Acinetobacter baumannii is a growing threat, although lytic bacteriophages have been shown to effectively kill A. baumannii. However, the interaction between the host and the phage has not been fully studied. We demonstrate the global profile of transcriptional changes in extensively drug-resistant A. baumannii AB1 and the interaction with phage φAbp1 through RNA sequencing (RNA-seq) and bioinformatic analysis. Only 15.6% (600/3,838) of the genes of the infected host were determined to be differentially expressed genes (DEGs), indicating that only a small part of the bacterial resources was needed for φAbp1 propagation. Contrary to previous similar studies, more upregulated rather than downregulated DEGs were detected. Specifically, φAbp1 infection caused the most extensive impact on host gene expression at 10 min, which was related to the intracellular accumulation phase of virus multiplication. Based on the gene coexpression network, a middle gene ( gp34 , encoding phage-associated RNA polymerase) showed a negative interaction with numerous host ribosome protein genes. In addition, the gene expression of bacterial virulence/resistance factors was proven to change significantly. This work provides new insights into the interactions of φAbp1 and its host, which contributes to the further understanding of phage therapy, and provides another reference for antibacterial agents. IMPORTANCE Previous research has reported the transcriptomic phage-host interactions in Escherichia coli and Pseudomonas aeruginosa, leading to the detailed discovery of transcriptomic regulations and predictions of specific gene functions. However, a direct relationship between A. baumannii and its phage has not been previously reported, although A. baumannii is becoming a rigorous drug-resistant threat.
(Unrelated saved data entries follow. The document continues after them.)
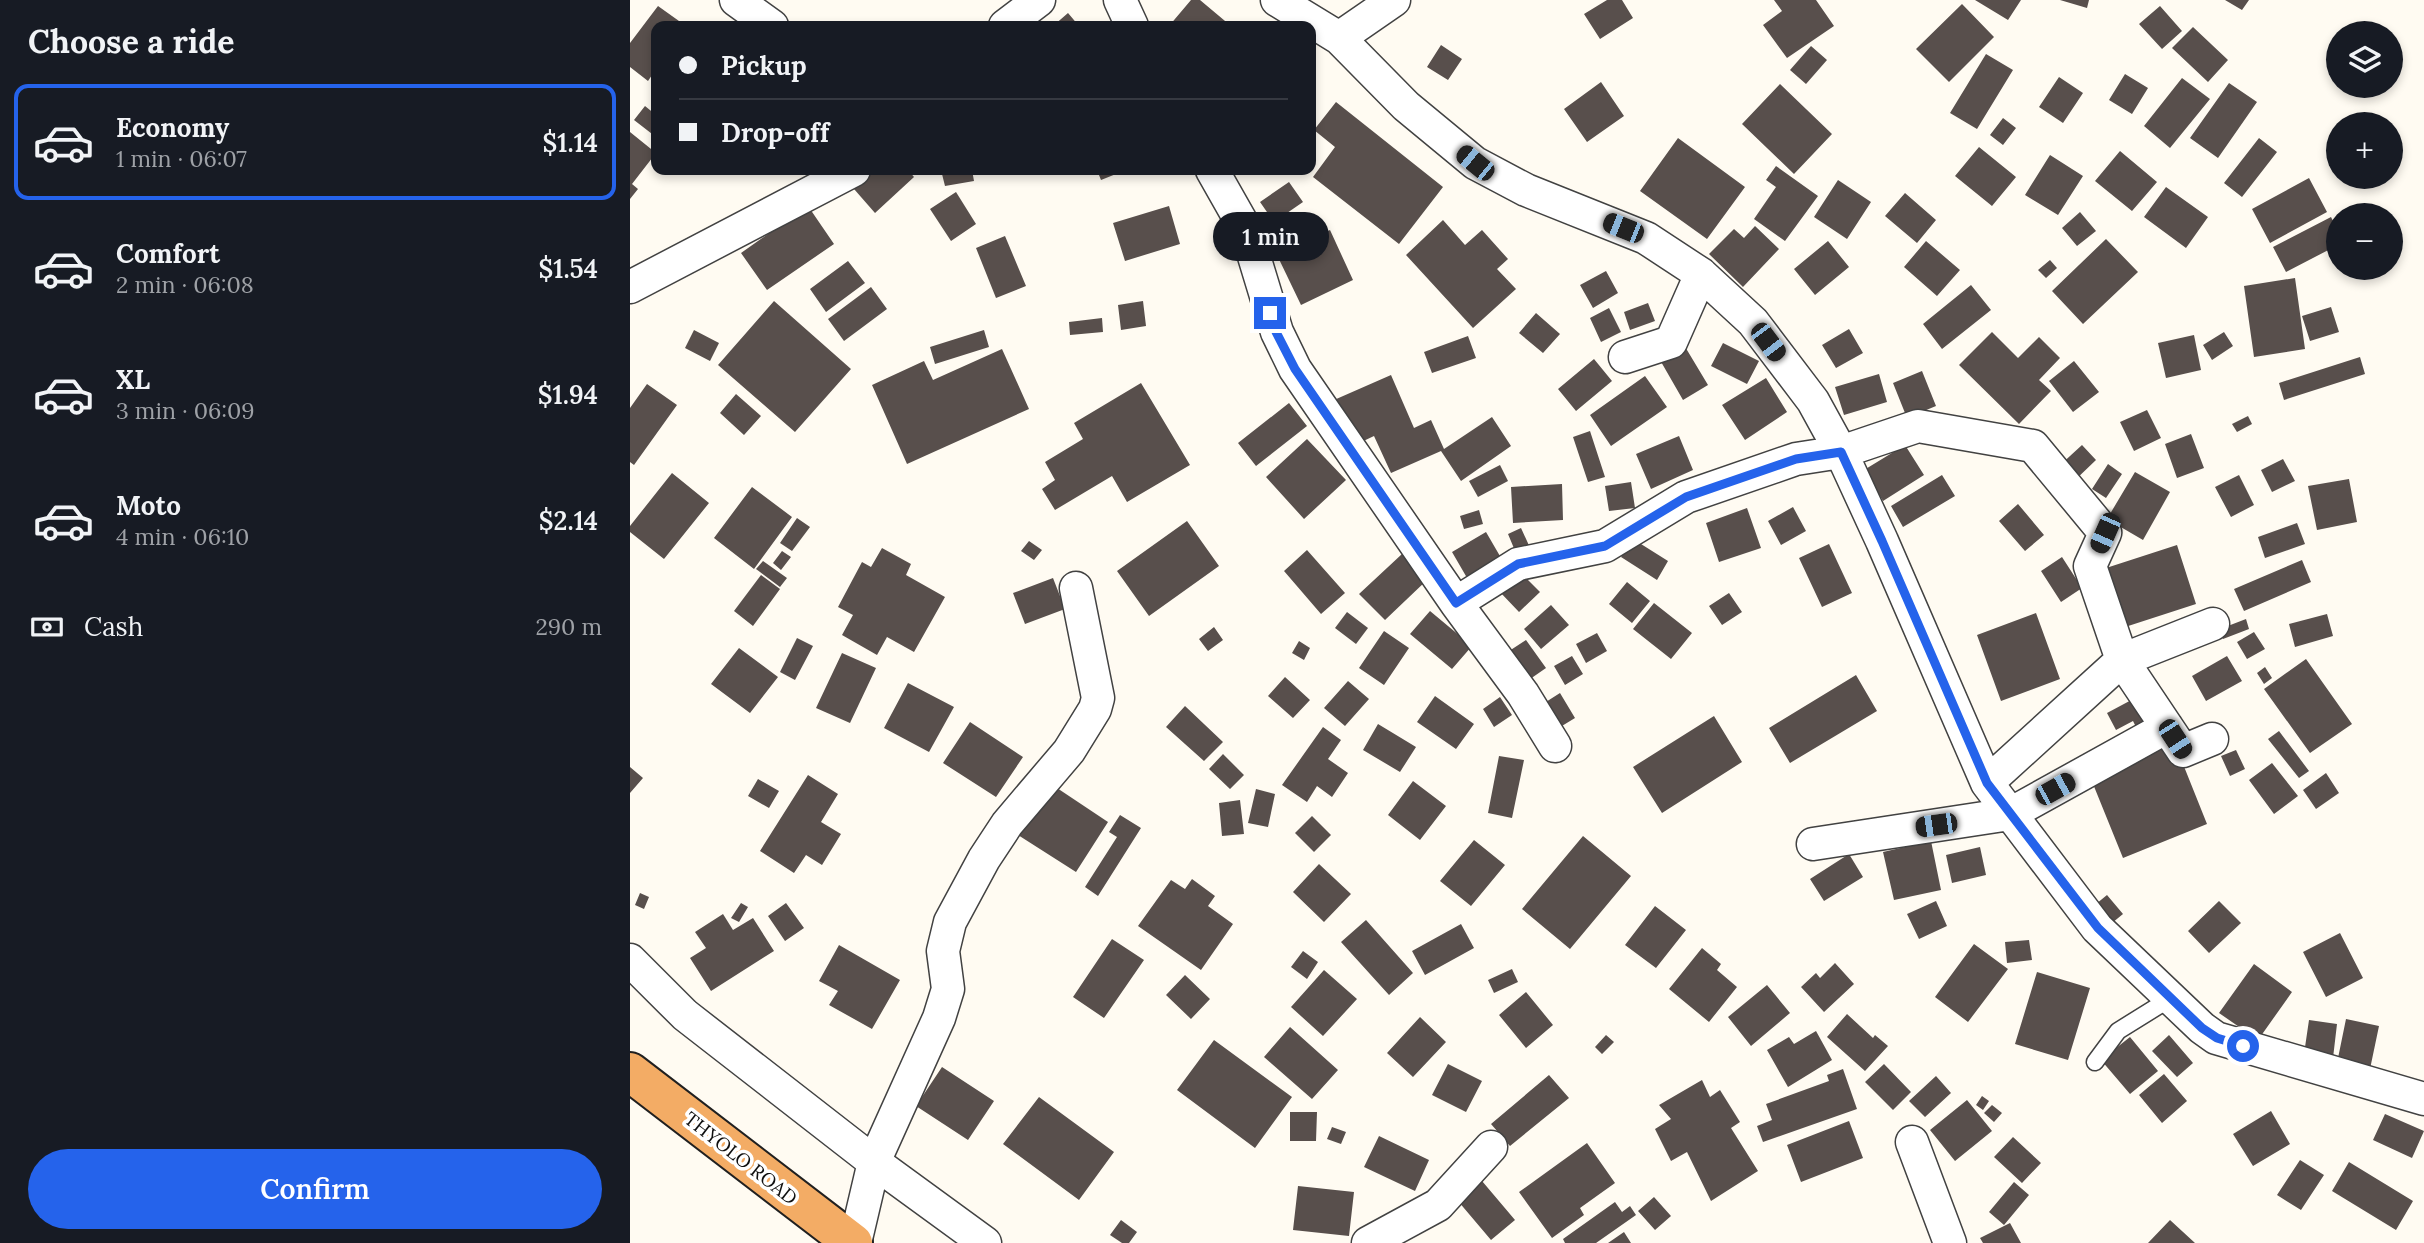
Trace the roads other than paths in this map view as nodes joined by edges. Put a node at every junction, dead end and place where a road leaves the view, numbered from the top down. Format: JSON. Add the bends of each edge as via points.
{"nodes":[{"id":1,"x":736,"y":0,"type":"edge"},
{"id":2,"x":1039,"y":0,"type":"edge"},
{"id":3,"x":1120,"y":0,"type":"edge"},
{"id":4,"x":1277,"y":0,"type":"edge"},
{"id":5,"x":1394,"y":0,"type":"edge"},
{"id":6,"x":765,"y":21,"type":"edge"},
{"id":7,"x":1012,"y":21,"type":"edge"},
{"id":8,"x":1130,"y":21,"type":"edge"},
{"id":9,"x":1311,"y":21,"type":"edge"},
{"id":10,"x":1316,"y":24,"type":"edge"},
{"id":11,"x":1339,"y":38,"type":"junction"},
{"id":12,"x":845,"y":175,"type":"edge"},
{"id":13,"x":1215,"y":175,"type":"edge"},
{"id":14,"x":1701,"y":274,"type":"junction"},
{"id":15,"x":630,"y":288,"type":"edge"},
{"id":16,"x":1625,"y":357,"type":"dead end"},
{"id":17,"x":1841,"y":452,"type":"junction"},
{"id":18,"x":1076,"y":588,"type":"dead end"},
{"id":19,"x":1456,"y":603,"type":"junction"},
{"id":20,"x":2213,"y":624,"type":"dead end"},
{"id":21,"x":2122,"y":660,"type":"junction"},
{"id":22,"x":2167,"y":727,"type":"junction"},
{"id":23,"x":2212,"y":739,"type":"dead end"},
{"id":24,"x":1555,"y":746,"type":"dead end"},
{"id":25,"x":1987,"y":783,"type":"junction"},
{"id":26,"x":2010,"y":814,"type":"junction"},
{"id":27,"x":1812,"y":844,"type":"dead end"},
{"id":28,"x":630,"y":960,"type":"edge"},
{"id":29,"x":2171,"y":998,"type":"junction"},
{"id":30,"x":2095,"y":1062,"type":"dead end"},
{"id":31,"x":630,"y":1072,"type":"edge"},
{"id":32,"x":2424,"y":1099,"type":"edge"},
{"id":33,"x":1912,"y":1142,"type":"dead end"},
{"id":34,"x":1491,"y":1147,"type":"dead end"},
{"id":35,"x":874,"y":1162,"type":"junction"},
{"id":36,"x":854,"y":1243,"type":"edge"},
{"id":37,"x":985,"y":1243,"type":"edge"},
{"id":38,"x":1368,"y":1243,"type":"edge"},
{"id":39,"x":1950,"y":1243,"type":"edge"}],
"edges":[{"from":1,"to":6,"type":"street"},
{"from":2,"to":7,"type":"street"},
{"from":3,"to":8,"type":"street"},
{"from":4,"to":9,"type":"street"},
{"from":5,"to":11,"type":"street"},
{"from":10,"to":11,"type":"street"},
{"from":11,"to":14,"type":"street","via":[[1406,107],[1475,163],[1526,190],[1646,238]]},
{"from":12,"to":15,"type":"street"},
{"from":13,"to":19,"type":"street","via":[[1246,230],[1276,332],[1295,369]]},
{"from":14,"to":16,"type":"street","via":[[1671,342]]},
{"from":14,"to":17,"type":"street","via":[[1753,322],[1813,401]]},
{"from":17,"to":19,"type":"street","via":[[1796,459],[1686,497],[1605,546],[1518,564]]},
{"from":17,"to":21,"type":"street","via":[[1919,426],[2033,446],[2105,533],[2090,566]]},
{"from":17,"to":25,"type":"street"},
{"from":18,"to":35,"type":"street","via":[[1098,698],[1095,709],[1069,751],[1007,824],[950,922],[943,951],[948,989],[939,1018]]},
{"from":19,"to":24,"type":"street"},
{"from":20,"to":21,"type":"street"},
{"from":21,"to":22,"type":"street"},
{"from":21,"to":25,"type":"street"},
{"from":22,"to":23,"type":"street","via":[[2183,751]]},
{"from":22,"to":26,"type":"street"},
{"from":25,"to":26,"type":"street"},
{"from":26,"to":27,"type":"street"},
{"from":26,"to":29,"type":"street","via":[[2098,928]]},
{"from":28,"to":35,"type":"street","via":[[685,1014]]},
{"from":29,"to":30,"type":"lane","via":[[2118,1031]]},
{"from":29,"to":32,"type":"street","via":[[2217,1038]]},
{"from":31,"to":36,"type":"highway","name":"THYOLO ROAD"},
{"from":33,"to":39,"type":"street"},
{"from":34,"to":38,"type":"street","via":[[1438,1205]]},
{"from":35,"to":36,"type":"street"},
{"from":35,"to":37,"type":"street"}]}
We analyzed transcriptomic changes after φAbp1 infected its host, extensively drug-resistant (XDR) A. baumannii AB1, and found defense-like responses of the host, step-by-step control by the invader, elaborate interactions between host and phage, and elevated drug resistance gene expressions of AB1 after phage infection. These ndings suggest the detailed interactions of A. baumannii and its phage, which may provide both encouraging suggestions for drug design and advice for the clinical use of vital phage particles.